This script processes a text file by detecting its encoding, cleaning and normalizing the text, and writing the processed data to a new file. Below are the key steps explained:

1. **Detect File Encoding:**
   - The `chardet` library is used to automatically detect the encoding of the input file.
   - This ensures that the file is read correctly, even if it uses non-standard encodings.

2. **Read Input File:**
   - The input file is opened using the detected encoding, and its content is read line by line into memory.

3. **Process and Normalize Text:**
   - The script processes the file section by section, where each section is identified by the delimiter `=================================`.
   - Within each section:
     - Excessive whitespace is removed using regular expressions.
     - Text is normalized using `unicodedata.normalize` to ensure consistent Unicode formatting (NFKC normalization).
     - Problematic characters are replaced or handled to prevent encoding errors during text processing.
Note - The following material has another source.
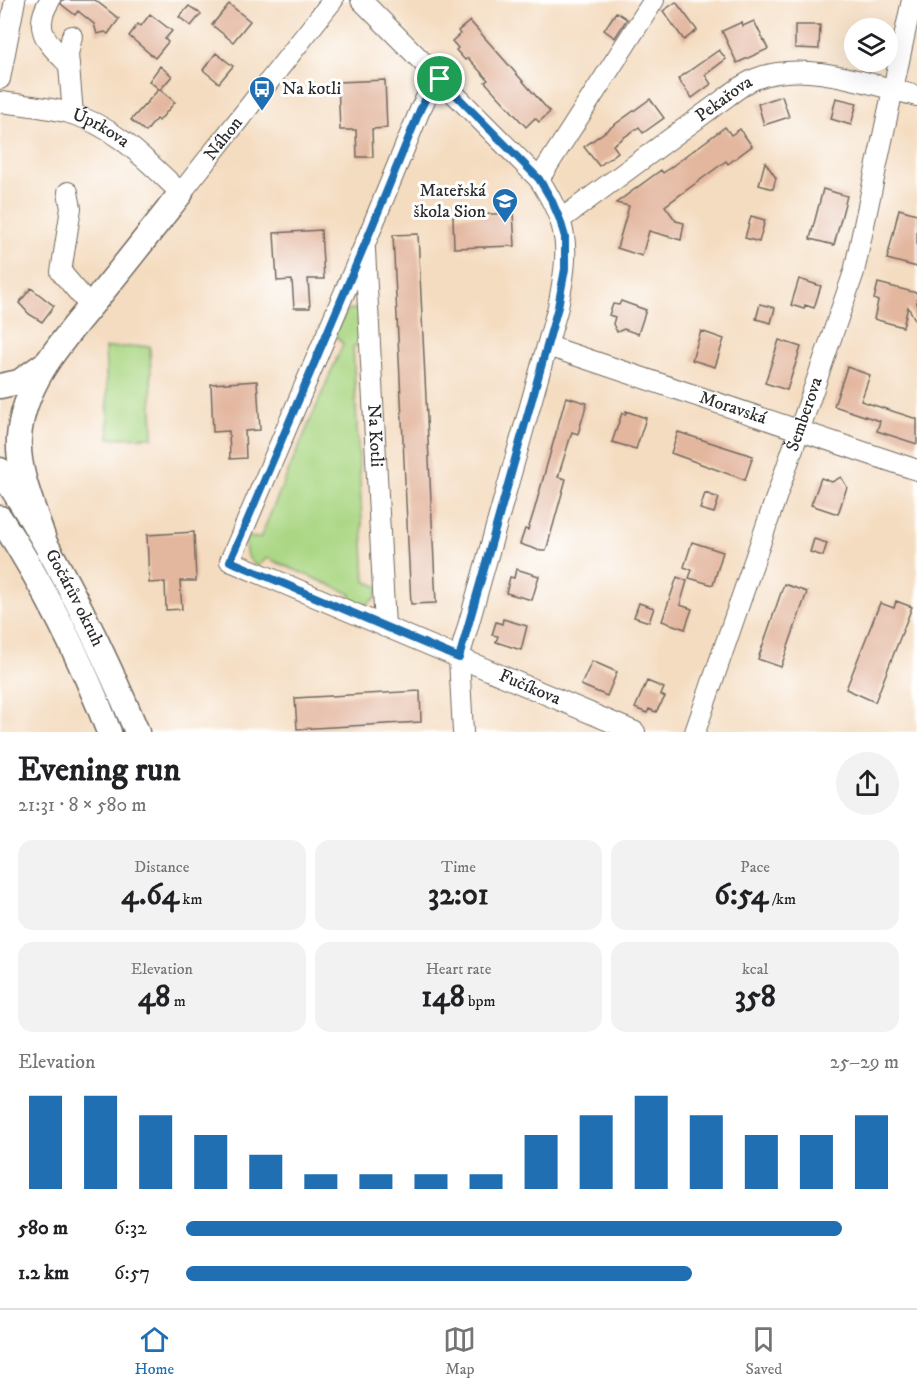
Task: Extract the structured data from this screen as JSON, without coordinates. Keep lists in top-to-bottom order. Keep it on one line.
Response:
{"streets":{"main road":["Gočárův okruh"],"street":["Pekařova","Úprkova","Náhon","Moravská","Šemberova","Na Kotli","Fučíkova"]},"crossings":[["Pekařova","Šemberova"],["Úprkova","Náhon"],["Moravská","Šemberova"],["Na Kotli","Fučíkova"]],"places":{"bus stop":["Na kotli"],"school or university":["Mateřská škola Sion"]},"page":{"heading":["Evening run","21:31 · 8 × 580 m"],"stats":[["Distance","4.64 km"],["Time","32:01"],["Pace","6:54 /km"],["Elevation","48 m"],["Heart rate","148 bpm"],["kcal","358"]],"chart":["Elevation","25–29 m"],"list":[{"name":"580 m","note":"6:32"},{"name":"1.2 km","note":"6:57"}],"tabs":["Home","Map","Saved"]}}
4. **Write to Output File:**
   - The processed text is written to a new file (`1970-01-23_01_Single_Line.txt`) in UTF-8 encoding.
   - Each section is formatted as a single line with unnecessary line breaks removed.

5. **Output and Reset:**
   - The processed text for each section is printed to the console for verification.
   - After writing the section to the output file, the `text` variable is reset to prepare for the next section.

**Final Output**:
The cleaned and normalized text is saved in the output file, `1970-01-23_01_Single_Line.txt`, formatted for further analysis or use.


In [None]:
import re
import unicodedata
import chardet  # Library for detecting file encoding

# Function to detect file encoding
def detect_encoding(file_path):
    with open(file_path, 'rb') as f:
        result = chardet.detect(f.read())
        return result['encoding']

# Input and output file paths
input_file = "//JDH_PAPER//1970-01-23_01.txt"  # Replace with your input file path
output_file = "//JDH_PAPER//1970-01-23_01_Single_Line.txt"  # Replace with your output file path

# Detect input file encoding
detected_encoding = detect_encoding(input_file)
print(f"Detected encoding: {detected_encoding}")
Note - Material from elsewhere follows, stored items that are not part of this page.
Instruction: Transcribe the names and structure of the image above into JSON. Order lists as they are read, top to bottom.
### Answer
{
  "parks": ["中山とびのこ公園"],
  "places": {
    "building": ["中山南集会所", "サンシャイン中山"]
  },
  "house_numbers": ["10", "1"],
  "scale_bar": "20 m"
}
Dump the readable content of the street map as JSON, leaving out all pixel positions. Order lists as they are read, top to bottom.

# Open the input file using detected encoding and read all lines
with open(input_file, "r", encoding=detected_encoding) as file:
    lines = file.readlines()

# Open the output file in 'utf-8' encoding for writing
with open(output_file, "w", encoding="utf-8") as write:
    text = ""
    for line in lines:
        if "=================================" in line.strip():
            # Normalize text and remove excessive whitespace
            cleaned_text = re.sub(r'\s+', ' ', text.lstrip().rstrip().strip()).strip()
            if len (cleaned_text)>2 and len(cleaned_text.split("+++++++++++++++++")[-1])>2:
                normalized_text = unicodedata.normalize('NFKC', cleaned_text)
    
                # Ensure problematic characters are explicitly handled
                normalized_text = normalized_text.encode('utf-8', errors='replace').decode('utf-8')
    
                # Print and write normalized text
                print(normalized_text.replace("\n", " "))
                print("*******************")
                normalized_text = normalized_text.replace("\n", " ") + "\n "
                write.write(normalized_text )
                write.flush()
            # Reset text for next section
            text = ""
        else:
            # Accumulate lines in the current section
            text = text + line.replace("\n", " ")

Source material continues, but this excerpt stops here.